После долгих разговоров со мной о том, что у скрипачей возникает опухоль на скуле и пальцы трескаются от соприкосновения со струнами, отец как-то раз окликнул меня и развернул сверток. В свертке лежала скрипка – та самая, что продавалась в магазине музыкальных инструментов за баснословные по тем временам деньги – 9 (девять) советских рублей! Он положил скрипку под подбородок, как заправский скрипач, и ударил смычком по струнам. Счастью моему не было предела, хотя я понятия не имел, как играть на скрипке и кто меня будет обучать этой игре. Примерно через год от нечего делать, я разбил эту скрипку о дворовый штакетник, – на глазах отца. Он что-то мне сказал, но только сейчас это полоснуло по сердцу – гораздо резче, чем смычок по струне в неумелых руках…

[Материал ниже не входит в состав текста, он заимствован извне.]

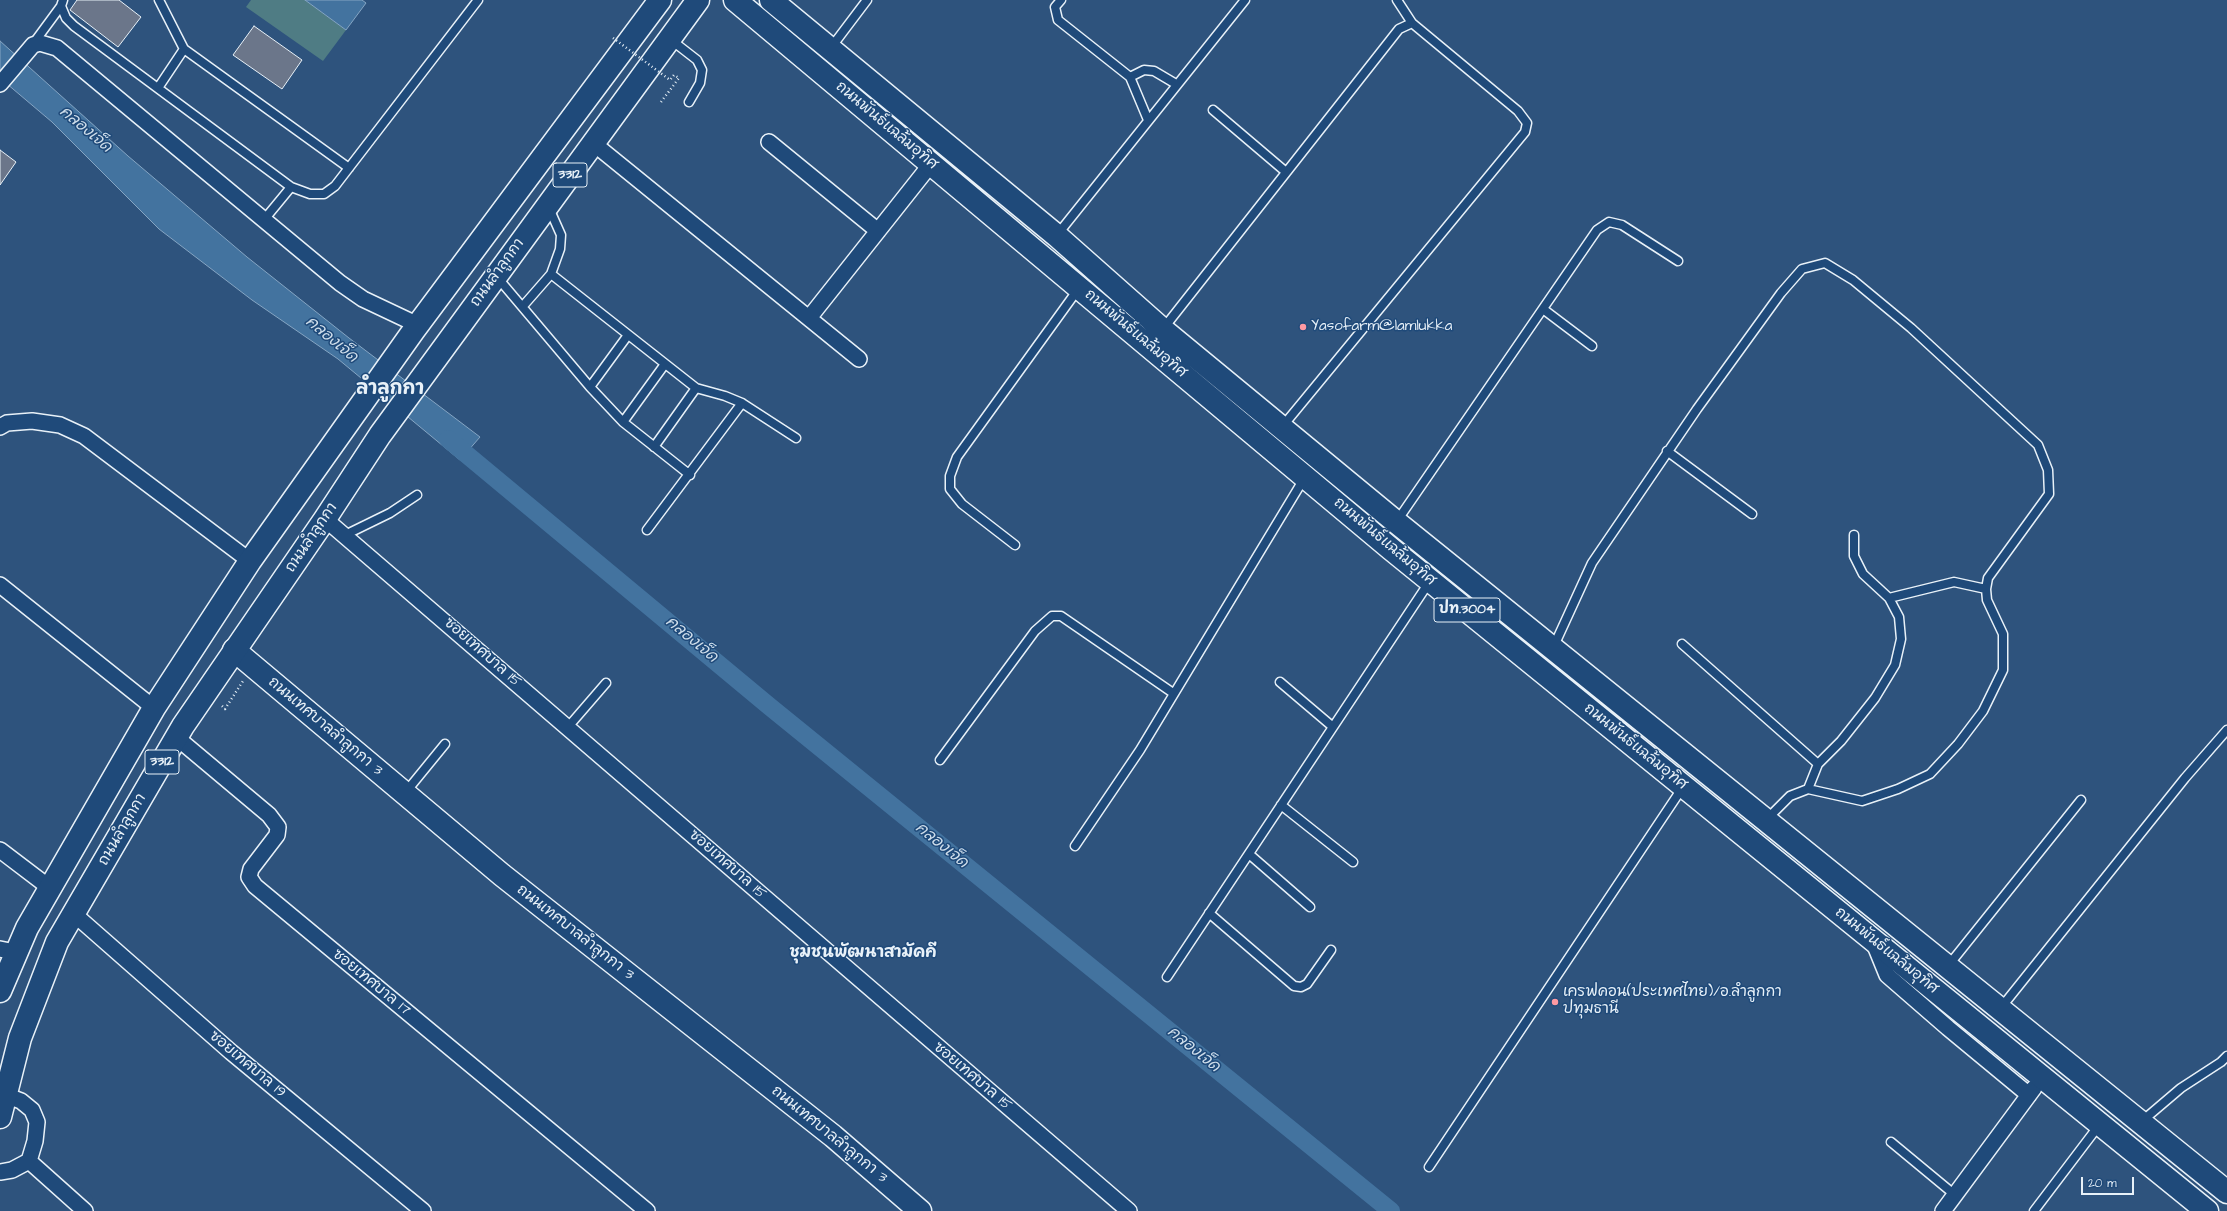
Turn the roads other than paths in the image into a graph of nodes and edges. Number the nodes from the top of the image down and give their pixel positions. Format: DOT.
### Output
graph roads {
  1 [pos="159,0"];
  2 [pos="478,0"];
  3 [pos="660,0"];
  4 [pos="698,0"];
  5 [pos="735,0"];
  6 [pos="771,0"];
  7 [pos="867,0"];
  8 [pos="1061,0"];
  9 [pos="1245,0"];
  10 [pos="1397,0"];
  11 [pos="62,3"];
  12 [pos="1412,23"];
  13 [pos="670,39"];
  14 [pos="33,45"];
  15 [pos="184,48"];
  16 [pos="830,50"];
  17 [pos="1130,77"];
  18 [pos="0,84"];
  19 [pos="1176,84"];
  20 [pos="158,88"];
  21 [pos="688,102"];
  22 [pos="1213,110"];
  23 [pos="1148,120"];
  24 [pos="769,142"];
  25 [pos="593,143"];
  26 [pos="931,164"];
  27 [pos="349,168"];
  28 [pos="1286,172"];
  29 [pos="291,187"];
  30 [pos="548,205"];
  31 [pos="263,220"];
  32 [pos="878,231"];
  33 [pos="1056,236"];
  34 [pos="1678,261"];
  35 [pos="551,274"];
  36 [pos="496,276"];
  37 [pos="1079,287"];
  38 [pos="523,306"];
  39 [pos="1543,309"];
  40 [pos="809,318"];
  41 [pos="416,328"];
  42 [pos="1162,329"];
  43 [pos="628,335"];
  44 [pos="1592,346"];
  45 [pos="859,359"];
  46 [pos="665,364"];
  47 [pos="590,387"];
  48 [pos="696,388"];
  49 [pos="742,404"];
  50 [pos="624,422"];
  51 [pos="0,426"];
  52 [pos="1281,428"];
  53 [pos="796,438"];
  54 [pos="654,447"];
  55 [pos="1667,451"];
  56 [pos="690,475"];
  57 [pos="1306,476"];
  58 [pos="417,495"];
  59 [pos="1752,514"];
  60 [pos="325,519"];
  61 [pos="1396,522"];
  62 [pos="648,530"];
  63 [pos="345,535"];
  64 [pos="1854,535"];
  65 [pos="1015,545"];
  66 [pos="250,561"];
  67 [pos="1430,581"];
  68 [pos="0,585"];
  69 [pos="1986,589"];
  70 [pos="1889,598"];
  71 [pos="1682,644"];
  72 [pos="1552,649"];
  73 [pos="234,650"];
  74 [pos="1280,682"];
  75 [pos="606,683"];
  76 [pos="1173,693"];
  77 [pos="154,708"];
  78 [pos="1333,727"];
  79 [pos="568,728"];
  80 [pos="2227,730"];
  81 [pos="176,737"];
  82 [pos="445,744"];
  83 [pos="940,760"];
  84 [pos="1818,764"];
  85 [pos="1683,786"];
  86 [pos="1808,789"];
  87 [pos="405,793"];
  88 [pos="2082,800"];
  89 [pos="1281,806"];
  90 [pos="1766,820"];
  91 [pos="1075,846"];
  92 [pos="0,850"];
  93 [pos="1249,854"];
  94 [pos="1354,862"];
  95 [pos="50,888"];
  96 [pos="1310,907"];
  97 [pos="1209,913"];
  98 [pos="74,914"];
  99 [pos="1877,943"];
  100 [pos="1331,950"];
  101 [pos="7,951"];
  102 [pos="1948,967"];
  103 [pos="1167,977"];
  104 [pos="0,988"];
  105 [pos="2000,1009"];
  106 [pos="2227,1056"];
  107 [pos="2042,1077"];
  108 [pos="5,1095"];
  109 [pos="2029,1095"];
  110 [pos="0,1117"];
  111 [pos="2140,1122"];
  112 [pos="2100,1124"];
  113 [pos="1892,1142"];
  114 [pos="29,1161"];
  115 [pos="1429,1167"];
  116 [pos="0,1172"];
  117 [pos="2227,1192"];
  118 [pos="1955,1195"];
  119 [pos="85,1211"];
  120 [pos="423,1211"];
  121 [pos="647,1211"];
  122 [pos="920,1211"];
  123 [pos="1129,1211"];
  124 [pos="1943,1211"];
  125 [pos="2034,1211"];
  126 [pos="2207,1211"];
  1 -- 15 [label="lane"];
  2 -- 27 [label="lane"];
  3 -- 41 [label="main road, 3312"];
  4 -- 13 [label="main road, ถนนลำลูกกา / 3312"];
  5 -- 26 [label="main road, ถนนพันธ์แฉล้มอุทิศ / ปท.3004"];
  6 -- 16 [label="main road, ถนนพันธ์แฉล้มอุทิศ / ปท.3004"];
  7 -- 16 [label="lane"];
  8 -- 17 [label="lane"];
  9 -- 19 [label="lane"];
  10 -- 12 [label="lane"];
  11 -- 14 [label="lane"];
  11 -- 20 [label="lane"];
  12 -- 28 [label="lane"];
  12 -- 52 [label="lane"];
  13 -- 21 [label="lane"];
  13 -- 25 [label="main road, ถนนลำลูกกา / 3312"];
  14 -- 18 [label="street"];
  14 -- 31 [label="street"];
  15 -- 20 [label="lane"];
  15 -- 27 [label="lane"];
  16 -- 33 [label="main road, ถนนพันธ์แฉล้มอุทิศ / ปท.3004"];
  17 -- 19 [label="lane"];
  17 -- 23 [label="lane"];
  19 -- 23 [label="lane"];
  20 -- 29 [label="lane"];
  22 -- 28 [label="lane"];
  23 -- 33 [label="lane"];
  24 -- 32 [label="street"];
  25 -- 30 [label="main road, ถนนลำลูกกา / 3312"];
  25 -- 40 [label="street"];
  26 -- 32 [label="street"];
  26 -- 37 [label="main road, ถนนพันธ์แฉล้มอุทิศ / ปท.3004"];
  27 -- 29 [label="lane"];
  28 -- 42 [label="lane"];
  29 -- 31 [label="lane"];
  30 -- 35 [label="lane"];
  30 -- 36 [label="main road, ถนนลำลูกกา / 3312"];
  31 -- 41 [label="street"];
  32 -- 40 [label="street"];
  33 -- 42 [label="main road, ถนนพันธ์แฉล้มอุทิศ / ปท.3004"];
  34 -- 39 [label="lane"];
  35 -- 38 [label="lane"];
  35 -- 43 [label="lane"];
  36 -- 38 [label="lane"];
  36 -- 60 [label="main road, ถนนลำลูกกา / 3312"];
  37 -- 57 [label="main road, ถนนพันธ์แฉล้มอุทิศ / ปท.3004"];
  37 -- 65 [label="lane"];
  38 -- 47 [label="lane"];
  39 -- 44 [label="lane"];
  39 -- 61 [label="lane"];
  40 -- 45 [label="street"];
  41 -- 66 [label="main road, 3312"];
  42 -- 52 [label="main road, ถนนพันธ์แฉล้มอุทิศ / ปท.3004"];
  43 -- 46 [label="lane"];
  43 -- 47 [label="lane"];
  46 -- 48 [label="lane"];
  46 -- 50 [label="lane"];
  47 -- 50 [label="lane"];
  48 -- 49 [label="lane"];
  48 -- 54 [label="lane"];
  49 -- 53 [label="lane"];
  49 -- 56 [label="lane"];
  50 -- 54 [label="lane"];
  51 -- 66 [label="street"];
  52 -- 61 [label="main road, ถนนพันธ์แฉล้มอุทิศ / ปท.3004"];
  54 -- 56 [label="lane"];
  55 -- 59 [label="lane"];
  55 -- 69 [label="lane"];
  55 -- 72 [label="lane"];
  56 -- 62 [label="lane"];
  57 -- 67 [label="main road, ถนนพันธ์แฉล้มอุทิศ / ปท.3004"];
  57 -- 76 [label="lane"];
  58 -- 63 [label="lane"];
  60 -- 63 [label="street, ซอยเทศบาล 15"];
  60 -- 73 [label="main road, ถนนลำลูกกา / 3312"];
  61 -- 72 [label="main road, ถนนพันธ์แฉล้มอุทิศ / ปท.3004"];
  63 -- 79 [label="street, ซอยเทศบาล 15"];
  64 -- 70 [label="lane"];
  66 -- 77 [label="main road, 3312"];
  67 -- 78 [label="lane"];
  67 -- 85 [label="main road, ถนนพันธ์แฉล้มอุทิศ / ปท.3004"];
  68 -- 77 [label="street"];
  69 -- 70 [label="lane"];
  69 -- 86 [label="lane"];
  70 -- 84 [label="lane"];
  71 -- 84 [label="lane"];
  72 -- 90 [label="main road, ถนนพันธ์แฉล้มอุทิศ / ปท.3004"];
  73 -- 81 [label="main road, ถนนลำลูกกา / 3312"];
  73 -- 87 [label="main road, ถนนเทศบาลลำลูกกา 3"];
  74 -- 78 [label="lane"];
  75 -- 79 [label="lane"];
  76 -- 83 [label="lane"];
  76 -- 91 [label="lane"];
  77 -- 95 [label="main road, 3312"];
  78 -- 89 [label="lane"];
  79 -- 123 [label="street, ซอยเทศบาล 15"];
  80 -- 105 [label="lane"];
  81 -- 98 [label="main road, ถนนลำลูกกา / 3312"];
  81 -- 121 [label="street, ซอยเทศบาล 17"];
  82 -- 87 [label="lane"];
  84 -- 86 [label="lane"];
  85 -- 99 [label="main road, ถนนพันธ์แฉล้มอุทิศ / ปท.3004"];
  85 -- 115 [label="lane"];
  86 -- 90 [label="lane"];
  87 -- 122 [label="main road, ถนนเทศบาลลำลูกกา 3"];
  88 -- 102 [label="lane"];
  89 -- 93 [label="lane"];
  89 -- 94 [label="lane"];
  90 -- 102 [label="main road, ถนนพันธ์แฉล้มอุทิศ / ปท.3004"];
  92 -- 95 [label="street"];
  93 -- 96 [label="lane"];
  93 -- 97 [label="lane"];
  95 -- 101 [label="main road, 3312"];
  97 -- 100 [label="lane"];
  97 -- 103 [label="lane"];
  98 -- 108 [label="main road, ถนนลำลูกกา / 3312"];
  98 -- 120 [label="street, ซอยเทศบาล 19"];
  99 -- 107 [label="main road, ถนนพันธ์แฉล้มอุทิศ / ปท.3004"];
  99 -- 109 [label="street"];
  101 -- 104 [label="main road, 3312"];
  102 -- 105 [label="main road, ถนนพันธ์แฉล้มอุทิศ / ปท.3004"];
  105 -- 111 [label="main road, ถนนพันธ์แฉล้มอุทิศ / ปท.3004"];
  106 -- 111 [label="lane"];
  107 -- 109 [label="street"];
  107 -- 112 [label="main road, ถนนพันธ์แฉล้มอุทิศ / ปท.3004"];
  108 -- 110 [label="main road, ถนนลำลูกกา / 3312"];
  108 -- 114 [label="street"];
  109 -- 118 [label="street"];
  111 -- 117 [label="main road, ถนนพันธ์แฉล้มอุทิศ / ปท.3004"];
  112 -- 125 [label="lane"];
  112 -- 126 [label="main road, ถนนพันธ์แฉล้มอุทิศ / ปท.3004"];
  113 -- 118 [label="lane"];
  114 -- 116 [label="street"];
  114 -- 119 [label="street"];
  118 -- 124 [label="street"];
}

Эх, друзья мои… Остаться без отца даже в возрасте, когда сам взрослый отец относительно взрослых детей, – чрезвычайно тяжело. Не дай Бог! Врагу не пожелаешь. Это я здесь так пишу: "отец". На самом деле – папа, конечно. Папа. Да, так, как мы и произносим это, едва научившись членораздельно лепетать. И – на всю оставшуюся жизнь.
Антидепрессант
Надо же, алкоголь (тот, что покрепче) начисто снимает утренние ощущения зажатого сердца и нехватки воздуха. До того, как опрокинуть рюмку-другую ты невероятно туп и неактивен, и только одна мысль стучит в голову: не ковырнуть ли ножом свой кровеносный насос, чтобы не тянуло его, словно подвязанного гирей, и готового вот-вот разродиться острой болью, которой ждешь, чтобы, наконец, умереть?
В забвении сумеречного октябрьского утра, здесь, в моих семи морях, в тиши и одиночестве, расцвеченном осенью и усугубленном мраком утрат духовных связей, я прохаживаюсь между бутылкой и ружьем, в котором два патрона с мелкой дробью. Думаю, жена теперь знает, где меня похоронить – на Хованском. Там есть участок для мусульманских захоронений. Отпетый по мировоззрению атеист и материалист, почитающий учение Маркса, и сохранивший партбилет, который всегда и по-настоящему был мне дорог, я все же хотел бы быть похоронен по обычаю моих предков, в смутные фотографии которых я иногда всматриваюсь. Эти фотографии сохранила моя мама, вечно по мне паникующая. Наезды на Берлускони, пока я был в Италии, она напрямую связала с опасностями для меня. И она успокоилась только тогда, когда самолет, едва не чиркнув крылом посадочную полосу в Шереметьево (ну, зачем он сел?), не доставил меня на нашу сумеречную октябрьскую землю.